The page is broken into the sections below, in render order.
Filters¶
Date range¶
A row at the top of the page sets the time window. Both Start date and End date are required. The default range is the last 30 days; the Last 30 days button resets to that default.
The date range filters documents by their created-at timestamp. The window is inclusive of both endpoints: documents created any time on the end date are included. Documents with no timestamp (legacy data created before the field existed) are kept in totals so they aren't silently dropped.
A status line on the right of the filter bar echoes the active range ("Showing documents created from … to …").
Domain¶
The page also accepts an optional domain query parameter — repeat it
to pick more than one domain (e.g. ?domain=Healthcare&domain=Legal).

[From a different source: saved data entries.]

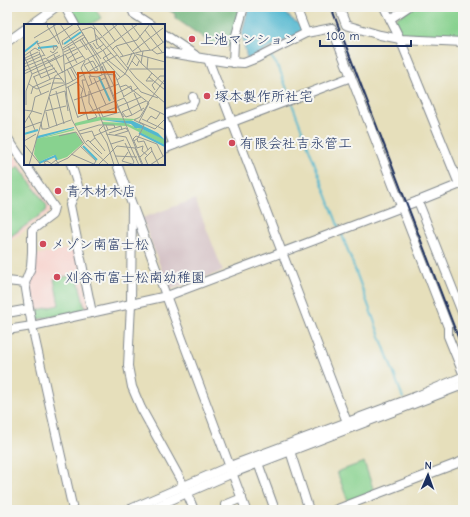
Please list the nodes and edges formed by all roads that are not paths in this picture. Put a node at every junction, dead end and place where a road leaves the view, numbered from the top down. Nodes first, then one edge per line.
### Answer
1 (56, 7) edge
2 (65, 7) edge
3 (131, 7) edge
4 (244, 7) edge
5 (296, 7) edge
6 (339, 7) edge
7 (384, 7) edge
8 (408, 7) edge
9 (43, 11) edge
10 (390, 19) junction
11 (32, 24) edge
12 (74, 24) edge
13 (149, 24) edge
14 (24, 30) edge
15 (306, 33) junction
16 (165, 35) edge
17 (400, 39) junction
18 (7, 42) edge
19 (463, 42) edge
20 (165, 52) edge
21 (198, 58) junction
22 (208, 59) junction
23 (233, 63) junction
24 (350, 77) junction
25 (193, 97) dead end
26 (165, 115) edge
27 (232, 122) junction
28 (165, 123) edge
29 (7, 137) edge
30 (174, 145) junction
31 (165, 149) edge
32 (24, 162) edge
33 (26, 165) edge
34 (71, 165) edge
35 (119, 165) edge
36 (461, 184) edge
37 (418, 201) junction
38 (132, 202) junction
39 (401, 207) junction
40 (282, 252) junction
41 (7, 280) edge
42 (25, 283) junction
43 (463, 292) edge
44 (455, 295) junction
45 (167, 296) junction
46 (131, 304) junction
47 (29, 309) junction
48 (7, 313) edge
49 (92, 313) junction
50 (463, 315) edge
51 (32, 326) junction
52 (7, 330) edge
53 (463, 374) edge
54 (463, 385) edge
55 (347, 422) junction
56 (290, 451) junction
57 (463, 461) edge
58 (258, 463) junction
59 (232, 469) junction
60 (185, 489) junction
61 (242, 498) junction
62 (73, 510) edge
63 (128, 510) edge
64 (148, 510) edge
65 (194, 510) edge
66 (226, 510) edge
67 (246, 510) edge
68 (275, 510) edge
69 (310, 510) edge
70 (335, 510) edge

1 - 9 street
2 - 12 street
3 - 13 street
4 - 23 street
5 - 15 street
6 - 17 street
7 - 10 street
8 - 10 street
9 - 11 street
10 - 17 street
14 - 18 street
15 - 23 street
15 - 24 street
16 - 21 street
17 - 19 street
17 - 36 street
20 - 21 street
21 - 22 street
22 - 23 street
22 - 27 street
24 - 27 street
24 - 39 street
25 - 26 street
27 - 30 street
27 - 40 street
28 - 30 street
29 - 32 street
30 - 31 street
33 - 42 street
34 - 49 street
35 - 38 street
36 - 37 street
37 - 39 street
37 - 44 street
38 - 45 street
38 - 46 street
39 - 40 street
39 - 53 street
40 - 45 street
40 - 55 street
41 - 42 street
42 - 47 street
43 - 44 street
44 - 50 street
45 - 46 street
45 - 59 street
46 - 49 street
46 - 60 street
47 - 48 street
47 - 51 street
49 - 51 street
51 - 52 street
51 - 62 street
53 - 55 street
54 - 56 street
55 - 59 street
56 - 58 street
56 - 69 street
57 - 70 street
58 - 59 street
58 - 68 street
59 - 60 street
59 - 61 street
60 - 63 street
60 - 64 street
60 - 65 street
61 - 66 street
61 - 67 street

There is no UI control for it; set it on the URL when you want to compare
a single domain or a small subset against the rest of the deployment. With
no parameter the page covers every domain.
Visibility scope¶
Administrators see every batch, document, span, and audit entry across the whole deployment. Auditors see the same global scope read-only — Roles and permissions covers the boundary.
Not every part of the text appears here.